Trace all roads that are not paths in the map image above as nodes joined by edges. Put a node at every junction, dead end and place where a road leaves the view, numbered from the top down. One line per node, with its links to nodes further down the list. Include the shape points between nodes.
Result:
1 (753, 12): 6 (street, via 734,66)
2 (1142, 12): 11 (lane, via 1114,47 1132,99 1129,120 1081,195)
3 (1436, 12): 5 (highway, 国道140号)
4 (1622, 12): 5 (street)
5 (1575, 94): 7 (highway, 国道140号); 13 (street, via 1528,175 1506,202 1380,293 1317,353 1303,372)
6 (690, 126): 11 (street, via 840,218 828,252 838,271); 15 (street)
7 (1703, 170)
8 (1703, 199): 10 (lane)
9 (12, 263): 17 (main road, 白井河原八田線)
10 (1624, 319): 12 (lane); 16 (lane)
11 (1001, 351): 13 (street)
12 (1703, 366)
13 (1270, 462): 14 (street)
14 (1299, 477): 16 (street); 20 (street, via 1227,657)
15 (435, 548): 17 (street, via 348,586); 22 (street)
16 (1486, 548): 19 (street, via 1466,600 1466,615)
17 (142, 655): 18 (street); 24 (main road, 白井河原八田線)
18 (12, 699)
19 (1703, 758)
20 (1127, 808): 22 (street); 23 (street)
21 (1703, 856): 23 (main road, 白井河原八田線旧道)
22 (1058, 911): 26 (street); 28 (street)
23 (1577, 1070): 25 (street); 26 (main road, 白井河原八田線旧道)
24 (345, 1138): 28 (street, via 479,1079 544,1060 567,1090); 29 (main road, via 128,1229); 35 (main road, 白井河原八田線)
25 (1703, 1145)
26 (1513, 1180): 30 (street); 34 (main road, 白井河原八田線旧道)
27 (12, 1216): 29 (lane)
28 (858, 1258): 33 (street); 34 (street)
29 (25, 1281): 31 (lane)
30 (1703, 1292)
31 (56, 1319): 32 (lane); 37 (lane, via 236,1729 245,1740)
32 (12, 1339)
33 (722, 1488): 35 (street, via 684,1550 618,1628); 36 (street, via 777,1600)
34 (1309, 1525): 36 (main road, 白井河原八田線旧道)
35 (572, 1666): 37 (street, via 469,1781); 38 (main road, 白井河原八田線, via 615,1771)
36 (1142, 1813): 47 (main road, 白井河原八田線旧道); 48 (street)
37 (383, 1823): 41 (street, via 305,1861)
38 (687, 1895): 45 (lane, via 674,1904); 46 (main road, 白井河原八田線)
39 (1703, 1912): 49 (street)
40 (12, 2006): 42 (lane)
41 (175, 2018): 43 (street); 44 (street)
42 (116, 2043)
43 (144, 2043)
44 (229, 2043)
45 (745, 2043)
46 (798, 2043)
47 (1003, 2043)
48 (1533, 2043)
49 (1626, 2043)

+++

* _Exercise description_
Within the entries above, find every line where the string "highway" occurs, and copy it.

* _Result below_
3 (1436, 12): 5 (highway, 国道140号)
5 (1575, 94): 7 (highway, 国道140号); 13 (street, via 1528,175 1506,202 1380,293 1317,353 1303,372)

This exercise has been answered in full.